Capitolo 14°                    Marianne

La prima volta che la madre gli disse che aveva ghiaccio al posto del sangue, Leo quasi sorrise. Se aveva convinto anche sua madre voleva dire che la sua capacità di autocontrollo aveva raggiunto un buon livello. Naturalmente non era un complimento ma Leo riteneva che lasciarsi vincere dalle emozioni e dai sentimenti fosse una forma di debolezza. Non poteva certo mostrare  il fianco a ipotetici nemici  e aveva capito da tempo che le ferite più dolorose non sono quelle del corpo. Con la sensibilità tipica delle persone  introverse aveva sentito più che capito quanto male possano fare le parole ma ancor più i silenzi.  Erano poche, molto poche, le persone per le quali provava un affetto vero e in ogni caso non lo avrebbe mai fatto vedere.  Meglio sembrare una persona fredda e arida ma capace di difendersi dai colpi bassi della vita che essere una vittima sacrificale di quanti trattano gli altri come tappeti da sbattere. Del resto sapeva che le amicizie, tutte,  prima o poi  sarebbero  finite;  quel suo  vagabondare per città e città, con altre  scuole e altre persone,  con storie che avevano una scadenza stabilita, gli avevano insegnato che tutto, almeno nella sua vita, era precario e provvisorio per cui perché impegnarsi in relazioni, amori o amicizie, tutti avevano  i giorni contati. Ci sarebbe sempre stato un nuovo viaggio, una nuova città da scoprire, una nuova amicizia da inventare. Per l’amore invece c’era tempo anche perché i suoi “innamoramenti” erano solo cose minime, poco più di una forte simpatia, poco meno di una cotta. Poi conobbe Marianne.
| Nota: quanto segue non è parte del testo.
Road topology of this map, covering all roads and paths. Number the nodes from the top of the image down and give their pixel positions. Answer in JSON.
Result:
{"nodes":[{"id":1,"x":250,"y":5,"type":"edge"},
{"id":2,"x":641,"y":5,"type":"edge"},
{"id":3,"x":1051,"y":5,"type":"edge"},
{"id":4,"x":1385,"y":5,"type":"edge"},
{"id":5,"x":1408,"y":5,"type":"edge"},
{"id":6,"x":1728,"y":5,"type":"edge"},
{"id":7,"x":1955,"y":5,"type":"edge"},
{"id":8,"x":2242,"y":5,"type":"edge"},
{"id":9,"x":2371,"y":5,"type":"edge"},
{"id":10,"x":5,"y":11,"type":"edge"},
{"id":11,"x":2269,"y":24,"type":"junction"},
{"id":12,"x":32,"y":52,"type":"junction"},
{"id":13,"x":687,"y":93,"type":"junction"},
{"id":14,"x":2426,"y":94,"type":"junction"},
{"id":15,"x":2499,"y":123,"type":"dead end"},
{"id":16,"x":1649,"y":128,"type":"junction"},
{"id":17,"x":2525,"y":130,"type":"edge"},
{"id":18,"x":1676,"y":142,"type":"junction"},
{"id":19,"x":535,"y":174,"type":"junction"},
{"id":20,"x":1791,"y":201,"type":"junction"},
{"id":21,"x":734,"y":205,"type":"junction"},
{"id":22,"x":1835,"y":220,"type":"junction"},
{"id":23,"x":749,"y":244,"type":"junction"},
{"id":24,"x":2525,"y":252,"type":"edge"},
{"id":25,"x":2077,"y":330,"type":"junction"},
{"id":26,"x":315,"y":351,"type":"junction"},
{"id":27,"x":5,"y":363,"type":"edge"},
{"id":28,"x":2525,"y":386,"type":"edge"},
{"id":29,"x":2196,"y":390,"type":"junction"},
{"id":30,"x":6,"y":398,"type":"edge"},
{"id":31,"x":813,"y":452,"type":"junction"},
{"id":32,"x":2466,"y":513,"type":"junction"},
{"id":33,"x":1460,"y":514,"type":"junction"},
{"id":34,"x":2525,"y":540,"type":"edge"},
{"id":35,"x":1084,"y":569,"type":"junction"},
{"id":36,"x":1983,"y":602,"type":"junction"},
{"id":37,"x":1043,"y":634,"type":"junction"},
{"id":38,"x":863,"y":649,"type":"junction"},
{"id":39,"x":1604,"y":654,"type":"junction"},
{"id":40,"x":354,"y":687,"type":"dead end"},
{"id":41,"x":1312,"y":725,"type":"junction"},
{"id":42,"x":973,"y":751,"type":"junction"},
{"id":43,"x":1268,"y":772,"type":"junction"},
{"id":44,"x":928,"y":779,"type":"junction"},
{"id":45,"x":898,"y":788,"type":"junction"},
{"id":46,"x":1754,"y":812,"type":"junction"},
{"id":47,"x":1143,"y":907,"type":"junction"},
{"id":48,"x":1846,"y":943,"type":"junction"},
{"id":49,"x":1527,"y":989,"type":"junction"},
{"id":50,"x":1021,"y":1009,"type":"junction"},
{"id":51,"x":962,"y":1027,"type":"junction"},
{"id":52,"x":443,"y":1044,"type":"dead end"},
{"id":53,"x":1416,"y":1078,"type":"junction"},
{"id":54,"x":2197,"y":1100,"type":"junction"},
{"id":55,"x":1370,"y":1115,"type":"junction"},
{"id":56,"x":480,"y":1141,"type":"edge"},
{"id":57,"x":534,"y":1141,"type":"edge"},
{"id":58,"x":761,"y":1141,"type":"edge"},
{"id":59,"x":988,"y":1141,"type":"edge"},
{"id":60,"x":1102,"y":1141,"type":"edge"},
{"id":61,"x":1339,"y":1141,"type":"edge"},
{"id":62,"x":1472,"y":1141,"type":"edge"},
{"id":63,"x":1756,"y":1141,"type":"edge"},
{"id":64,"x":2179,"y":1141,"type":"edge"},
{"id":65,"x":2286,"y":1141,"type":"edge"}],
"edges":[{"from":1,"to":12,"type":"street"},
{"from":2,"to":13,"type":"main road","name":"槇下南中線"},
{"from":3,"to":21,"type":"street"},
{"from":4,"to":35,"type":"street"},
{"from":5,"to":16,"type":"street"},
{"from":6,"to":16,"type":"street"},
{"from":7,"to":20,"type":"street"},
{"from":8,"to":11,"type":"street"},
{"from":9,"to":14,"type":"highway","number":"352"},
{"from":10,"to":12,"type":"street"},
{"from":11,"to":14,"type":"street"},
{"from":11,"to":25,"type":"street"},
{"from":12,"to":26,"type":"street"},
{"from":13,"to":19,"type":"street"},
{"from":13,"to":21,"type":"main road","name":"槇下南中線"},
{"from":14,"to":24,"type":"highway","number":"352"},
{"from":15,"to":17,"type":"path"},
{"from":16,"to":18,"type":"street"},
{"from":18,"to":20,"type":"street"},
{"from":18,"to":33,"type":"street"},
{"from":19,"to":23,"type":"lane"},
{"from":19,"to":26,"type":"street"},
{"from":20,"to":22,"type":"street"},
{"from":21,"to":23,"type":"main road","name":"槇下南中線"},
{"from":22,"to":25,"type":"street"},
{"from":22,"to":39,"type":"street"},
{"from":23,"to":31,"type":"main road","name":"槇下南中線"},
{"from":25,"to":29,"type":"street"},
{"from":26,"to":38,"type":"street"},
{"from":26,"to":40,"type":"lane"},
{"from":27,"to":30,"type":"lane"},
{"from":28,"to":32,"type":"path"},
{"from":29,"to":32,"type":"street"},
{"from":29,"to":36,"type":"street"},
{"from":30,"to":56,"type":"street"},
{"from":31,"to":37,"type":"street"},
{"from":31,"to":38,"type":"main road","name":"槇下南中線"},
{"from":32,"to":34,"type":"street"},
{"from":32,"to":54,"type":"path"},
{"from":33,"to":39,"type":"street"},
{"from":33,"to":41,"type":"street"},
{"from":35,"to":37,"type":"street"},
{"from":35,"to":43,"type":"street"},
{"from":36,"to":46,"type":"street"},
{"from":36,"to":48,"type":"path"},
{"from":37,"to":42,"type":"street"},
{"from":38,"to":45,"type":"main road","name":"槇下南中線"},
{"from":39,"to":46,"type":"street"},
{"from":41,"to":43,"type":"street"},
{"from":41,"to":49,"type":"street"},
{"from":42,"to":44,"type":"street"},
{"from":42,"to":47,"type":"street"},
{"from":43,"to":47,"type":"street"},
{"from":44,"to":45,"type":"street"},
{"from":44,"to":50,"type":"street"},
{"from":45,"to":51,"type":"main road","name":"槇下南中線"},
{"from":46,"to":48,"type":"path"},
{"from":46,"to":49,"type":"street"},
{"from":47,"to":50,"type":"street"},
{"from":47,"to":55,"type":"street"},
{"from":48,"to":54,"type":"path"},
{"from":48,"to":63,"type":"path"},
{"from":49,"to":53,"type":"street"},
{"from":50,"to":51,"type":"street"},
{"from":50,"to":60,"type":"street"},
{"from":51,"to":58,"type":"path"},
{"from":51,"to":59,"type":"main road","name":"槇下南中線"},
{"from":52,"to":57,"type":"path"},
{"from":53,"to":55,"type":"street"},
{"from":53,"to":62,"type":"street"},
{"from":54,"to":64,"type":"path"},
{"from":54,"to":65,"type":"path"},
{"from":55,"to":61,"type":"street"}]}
Marianne aveva un anno in meno di Leo e frequentava la sezione C.  Lui non l’aveva mai notata a scuola fino a quando,  un pomeriggio, in una delle tante feste  in casa di qualcuno, aveva visto una ragazzina seduta in disparte, indifferente o quasi  a quanto avveniva intorno a lei. Si era avvicinato e l’aveva invitata a ballare, lei lo aveva fissato a lungo, almeno così gli era sembrato anche se in realtà si era trattato di pochi secondi, come se lo stesse pesando o misurando e, a esame concluso,  gli aveva sorriso e gli aveva detto semplicemente:

 -Io sono Marianne.-

-Mica ti ho chiesto come ti chiami.- pensò Leo-  mi bastava un si di risposta.- Però  strano nome, con quella e muta alla francese, e strana anche la ragazza. Cappelli e occhi scuri come se venisse dal sud, l’espressione imbronciata forse per via di quel labbro inferiore che sporgeva leggermente e un sorriso appena accennato come se sorridere fosse  una fatica. Leo ballò tutta la sera solo con lei, le altre ragazze presenti  erano diventate improvvisamente  prive di interesse. Quella notte Leo dormì poco o niente. Cosa l’aveva colpito al punto di pensare solo a lei;  conosceva  donne più brillanti di quella ragazzina di paese e forse anche più belle ma lui era rimasto stregato da quell’aria un po’ triste e distratta.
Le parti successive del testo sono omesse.